Noir, according to The Mystery Bookshelf website, is a subset of hard-boiled fiction, in which the lead character is a streetwise detective often trying to right the wrongs of the world. In noir, the focus is on “a victim, suspect, or the actual criminal” and “the self-destructive qualities of the characters.” Helsinki Noir combines both kinds of fiction. In “Kiss of Santa” by Leena Lehtolainen, for example, a very streetwise store detective turns into Santa both literally and figuratively. And in “Snowy Sarcophagus” by Jukka Petäjä, two young Nigerian women are murdered but the wrong is somewhat righted when a detective ferrets out the murderer.
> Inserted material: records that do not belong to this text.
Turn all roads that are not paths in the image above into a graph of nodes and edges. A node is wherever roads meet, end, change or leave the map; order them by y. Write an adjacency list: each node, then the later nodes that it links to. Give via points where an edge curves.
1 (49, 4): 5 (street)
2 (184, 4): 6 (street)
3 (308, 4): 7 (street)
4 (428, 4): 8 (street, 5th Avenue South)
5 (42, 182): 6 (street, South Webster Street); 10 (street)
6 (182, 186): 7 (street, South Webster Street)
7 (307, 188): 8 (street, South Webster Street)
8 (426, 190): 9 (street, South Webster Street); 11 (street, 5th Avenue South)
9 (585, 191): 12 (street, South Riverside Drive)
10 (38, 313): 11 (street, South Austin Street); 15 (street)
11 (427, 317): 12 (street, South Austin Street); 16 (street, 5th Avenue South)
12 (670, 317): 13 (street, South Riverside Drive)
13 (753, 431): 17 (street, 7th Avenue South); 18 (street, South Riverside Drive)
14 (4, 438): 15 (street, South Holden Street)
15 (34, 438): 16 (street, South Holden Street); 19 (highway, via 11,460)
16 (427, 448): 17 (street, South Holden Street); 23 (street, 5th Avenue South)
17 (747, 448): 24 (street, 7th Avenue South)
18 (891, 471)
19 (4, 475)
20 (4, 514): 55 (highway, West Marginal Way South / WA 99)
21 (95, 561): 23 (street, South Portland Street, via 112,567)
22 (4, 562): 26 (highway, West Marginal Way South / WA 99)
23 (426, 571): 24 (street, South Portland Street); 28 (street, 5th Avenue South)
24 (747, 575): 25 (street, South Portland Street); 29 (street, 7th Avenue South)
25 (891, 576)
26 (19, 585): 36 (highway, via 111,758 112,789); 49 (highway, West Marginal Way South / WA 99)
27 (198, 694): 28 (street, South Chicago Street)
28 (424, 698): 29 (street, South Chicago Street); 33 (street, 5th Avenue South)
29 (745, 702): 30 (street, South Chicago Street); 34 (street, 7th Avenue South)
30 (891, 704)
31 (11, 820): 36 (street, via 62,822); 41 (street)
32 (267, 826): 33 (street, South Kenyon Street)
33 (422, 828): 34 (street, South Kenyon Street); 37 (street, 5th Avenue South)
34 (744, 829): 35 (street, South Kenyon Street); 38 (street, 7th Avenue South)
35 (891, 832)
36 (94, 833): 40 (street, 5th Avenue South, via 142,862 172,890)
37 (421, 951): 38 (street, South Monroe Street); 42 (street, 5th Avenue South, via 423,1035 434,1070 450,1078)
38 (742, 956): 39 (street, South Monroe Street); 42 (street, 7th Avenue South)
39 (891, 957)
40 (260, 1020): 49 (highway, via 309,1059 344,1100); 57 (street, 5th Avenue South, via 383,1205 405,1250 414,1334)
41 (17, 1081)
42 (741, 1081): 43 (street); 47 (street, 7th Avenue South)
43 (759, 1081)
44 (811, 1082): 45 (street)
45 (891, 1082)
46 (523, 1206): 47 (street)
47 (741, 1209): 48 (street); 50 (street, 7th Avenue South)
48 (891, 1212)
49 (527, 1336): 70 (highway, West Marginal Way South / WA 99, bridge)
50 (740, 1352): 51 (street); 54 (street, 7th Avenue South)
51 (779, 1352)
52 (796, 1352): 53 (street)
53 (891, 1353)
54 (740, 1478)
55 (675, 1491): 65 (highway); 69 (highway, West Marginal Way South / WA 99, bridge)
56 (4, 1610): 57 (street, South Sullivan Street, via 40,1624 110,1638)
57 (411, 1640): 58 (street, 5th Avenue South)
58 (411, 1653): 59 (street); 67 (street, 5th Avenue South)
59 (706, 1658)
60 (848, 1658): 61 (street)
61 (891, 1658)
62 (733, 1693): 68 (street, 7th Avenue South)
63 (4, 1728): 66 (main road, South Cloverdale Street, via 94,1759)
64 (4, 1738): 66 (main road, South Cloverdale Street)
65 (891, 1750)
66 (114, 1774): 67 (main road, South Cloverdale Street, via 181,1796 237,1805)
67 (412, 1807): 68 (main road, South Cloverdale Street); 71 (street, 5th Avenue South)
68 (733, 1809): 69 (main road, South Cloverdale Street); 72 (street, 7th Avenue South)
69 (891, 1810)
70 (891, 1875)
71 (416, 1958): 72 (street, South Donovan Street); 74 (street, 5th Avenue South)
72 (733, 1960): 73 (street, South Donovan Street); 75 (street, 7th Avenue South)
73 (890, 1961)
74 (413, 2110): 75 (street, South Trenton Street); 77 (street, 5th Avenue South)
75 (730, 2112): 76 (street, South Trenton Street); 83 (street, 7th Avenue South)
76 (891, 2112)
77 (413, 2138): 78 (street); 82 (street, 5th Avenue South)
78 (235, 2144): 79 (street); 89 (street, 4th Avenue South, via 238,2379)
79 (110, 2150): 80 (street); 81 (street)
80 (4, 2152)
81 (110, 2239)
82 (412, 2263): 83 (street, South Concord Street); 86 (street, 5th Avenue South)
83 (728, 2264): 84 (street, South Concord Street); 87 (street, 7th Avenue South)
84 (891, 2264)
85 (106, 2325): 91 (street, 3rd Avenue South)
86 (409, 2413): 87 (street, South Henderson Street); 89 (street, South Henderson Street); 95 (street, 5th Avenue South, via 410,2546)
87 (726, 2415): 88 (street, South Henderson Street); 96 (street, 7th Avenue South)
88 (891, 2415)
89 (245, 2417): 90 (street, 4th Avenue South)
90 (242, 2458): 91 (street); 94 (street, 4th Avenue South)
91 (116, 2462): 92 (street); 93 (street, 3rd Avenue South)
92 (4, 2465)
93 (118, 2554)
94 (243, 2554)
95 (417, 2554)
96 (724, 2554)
Beyond those hard-boiled type stories there are the noir ones, a baby napper, a patricide plotter, a serial rapist. At least two stories defy categorization: “The Broker” and “St. Peter’s Street” by Rikka Ala-Harja. Insider trading and imaginary lovers hardly seem like detective fiction. A number of stories are set against a back ground of social issues such as sex trafficking and child abuse from the relatively mild (“Stolen Lives” by Johanna Holmström) to the horrific (“The Hand of Ai” by John Thompson).
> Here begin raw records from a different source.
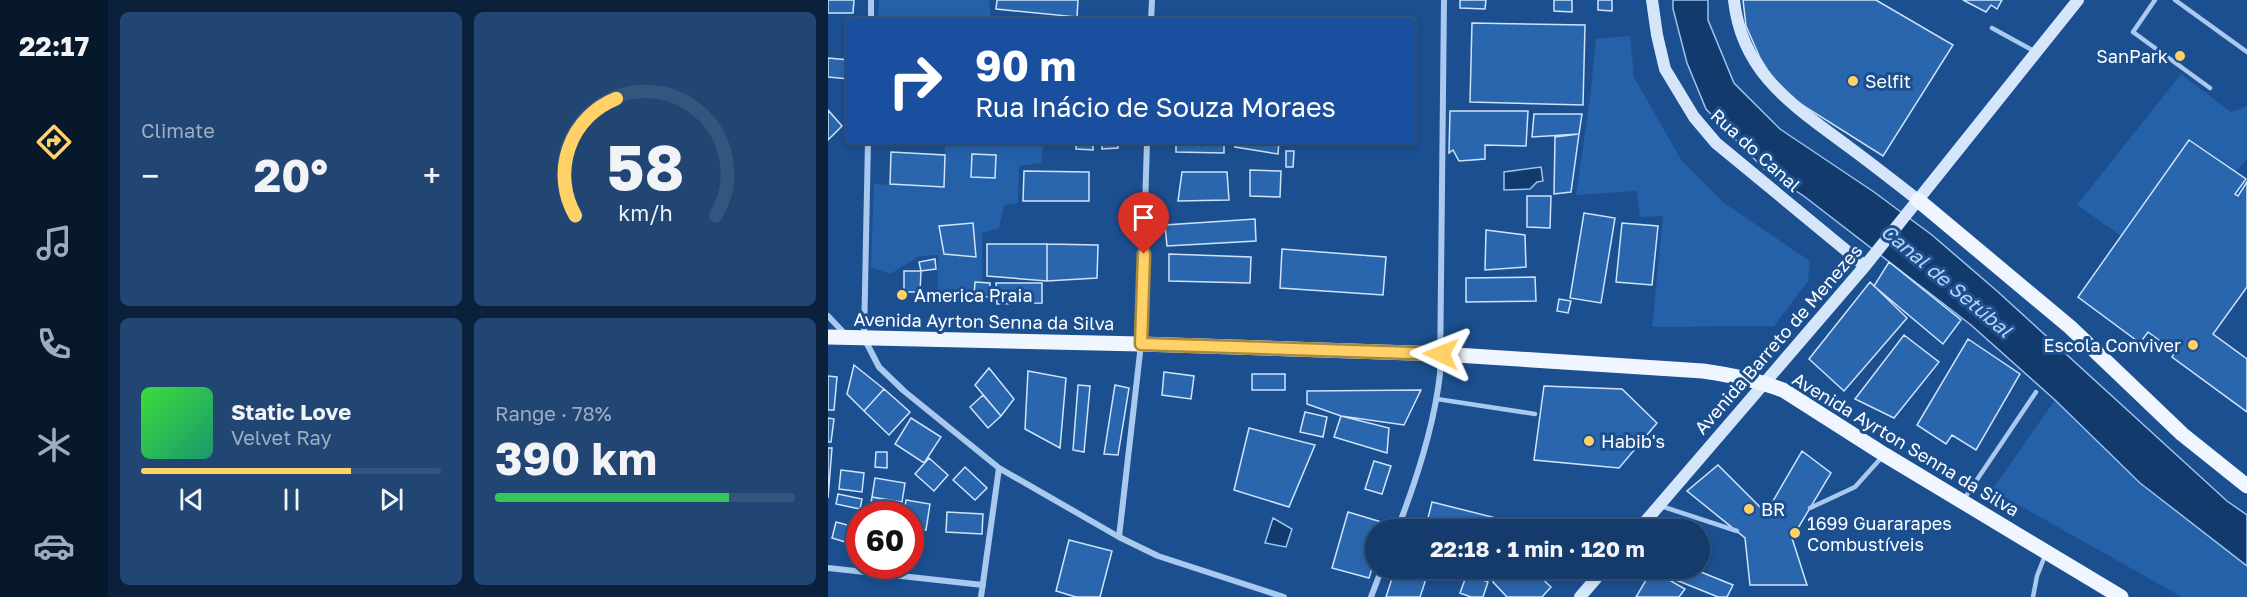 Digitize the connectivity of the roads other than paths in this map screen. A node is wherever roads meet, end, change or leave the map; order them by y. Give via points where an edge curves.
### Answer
1 (871, 0) edge
2 (1152, 0) edge
3 (1444, 0) edge
4 (1652, 0) edge
5 (1734, 0) edge
6 (2078, 0) edge
7 (2155, 0) edge
8 (2175, 0) edge
9 (871, 18) edge
10 (1151, 18) edge
11 (1992, 28) dead end
12 (2037, 52) junction
13 (2247, 52) edge
14 (2210, 88) dead end
15 (868, 144) edge
16 (1148, 144) edge
17 (1916, 203) junction
18 (1865, 266) junction
19 (828, 316) edge
20 (828, 337) edge
21 (856, 338) junction
22 (1141, 344) junction
23 (1441, 354) junction
24 (1764, 383) junction
25 (2036, 392) dead end
26 (1437, 399) junction
27 (1534, 414) dead end
28 (1885, 455) junction
29 (999, 468) junction
30 (2247, 486) edge
31 (1962, 501) junction
32 (1659, 505) junction
33 (1810, 508) dead end
34 (1401, 519) edge
35 (1647, 519) edge
36 (1737, 531) dead end
37 (1119, 537) junction
38 (2046, 551) junction
39 (828, 568) edge
40 (1378, 579) edge
41 (1596, 579) edge
42 (983, 585) junction
43 (981, 597) edge
44 (1284, 597) edge
45 (1371, 597) edge
46 (1580, 597) edge
47 (2033, 597) edge
48 (2121, 597) edge

1 - 9 street
2 - 10 street
3 - 23 street
4 - 18 main road, Rua do Canal via 1665,69 1694,117 1716,143
5 - 17 main road via 1743,41 1755,64 1779,93
6 - 12 main road, Avenida Barreto de Menezes
7 - 14 lane via 2133,32
8 - 13 lane
11 - 12 lane
12 - 17 main road, Avenida Barreto de Menezes
15 - 21 street
16 - 22 street
17 - 18 main road, Avenida Barreto de Menezes
17 - 30 main road via 2070,327 2182,434
18 - 24 main road, Avenida Barreto de Menezes
19 - 21 street
20 - 21 main road, Avenida Ayrton Senna da Silva
21 - 22 main road, Avenida Ayrton Senna da Silva
21 - 29 street via 904,391
22 - 23 main road, Avenida Ayrton Senna da Silva
22 - 37 street
23 - 24 main road, Avenida Ayrton Senna da Silva via 1703,371
23 - 26 street
24 - 28 main road, Avenida Ayrton Senna da Silva via 1783,390
24 - 32 main road, Avenida Barreto de Menezes
25 - 31 lane
26 - 27 lane
26 - 34 street
28 - 31 main road, Avenida Ayrton Senna da Silva
28 - 33 lane via 1855,488
29 - 37 street
29 - 42 street
31 - 38 main road, Avenida Ayrton Senna da Silva
32 - 35 main road, Avenida Barreto de Menezes
32 - 36 lane
37 - 44 street via 1158,556
38 - 47 lane
38 - 48 main road, Avenida Ayrton Senna da Silva
39 - 42 street
40 - 45 street
41 - 46 main road
42 - 43 street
One of the joys of reading fiction set in other places by authors of varied ethnicity is the glimpse a reader gets of that other place. “The Silent Woman” by Joe L. Murr, for example, begins by describing Kati. “She hasn’t said more than ten words to me since I arrived at her flat. It doesn’t mean she’s upset with me. This is a Finnish silence. She’ll break it when she has something to say. I’ve become used to it, living in Helsinki.”
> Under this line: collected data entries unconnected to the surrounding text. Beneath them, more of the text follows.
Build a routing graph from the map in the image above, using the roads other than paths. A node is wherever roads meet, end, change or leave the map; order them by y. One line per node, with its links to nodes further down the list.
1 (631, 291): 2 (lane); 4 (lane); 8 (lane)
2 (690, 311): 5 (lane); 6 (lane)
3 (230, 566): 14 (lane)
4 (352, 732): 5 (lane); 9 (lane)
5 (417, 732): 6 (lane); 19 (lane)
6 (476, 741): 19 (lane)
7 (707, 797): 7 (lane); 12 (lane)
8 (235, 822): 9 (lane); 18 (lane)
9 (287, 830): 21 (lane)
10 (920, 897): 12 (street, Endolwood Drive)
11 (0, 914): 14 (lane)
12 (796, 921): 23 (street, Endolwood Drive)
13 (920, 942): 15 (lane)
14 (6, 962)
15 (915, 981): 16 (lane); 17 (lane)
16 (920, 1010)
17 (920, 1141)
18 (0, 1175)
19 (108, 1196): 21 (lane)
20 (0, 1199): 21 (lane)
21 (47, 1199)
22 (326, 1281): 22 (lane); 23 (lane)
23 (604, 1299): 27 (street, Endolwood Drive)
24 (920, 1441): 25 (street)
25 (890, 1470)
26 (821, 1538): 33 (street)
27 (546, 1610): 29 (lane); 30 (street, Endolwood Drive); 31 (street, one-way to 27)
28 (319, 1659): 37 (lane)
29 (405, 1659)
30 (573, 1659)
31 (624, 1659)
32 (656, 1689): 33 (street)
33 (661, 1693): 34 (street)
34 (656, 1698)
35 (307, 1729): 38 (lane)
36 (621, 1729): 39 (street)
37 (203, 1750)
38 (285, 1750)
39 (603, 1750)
The changing demographic of Finland, and by extension of Europe, is the backdrop in “Stolen Lives” by Johanna Holmström. Celestine lives in a building where she “is one of only a few with a Swedish last name. Everyone else is Finnish, Somalian, Arab, Kurdish, Vietnamese . . . She has tried figuring out how many nationalities are gathered underneath the same roof. There must be at least nine” (263). “Stolen Lives” also provides a glimpse of a custom common in Scandinavia but which most Americans would find strange: “Carin’s baby takes his daytime naps outdoors just like all the other children, even if it is winter” (262).
Helsinki Noir is one of a series of about 200 noir-themed books set in various national and international locations and published by Akashic Books. Barcelona Noir, anyone?
Kathryn Sweney is the managing editor for North Dakota Quarterly.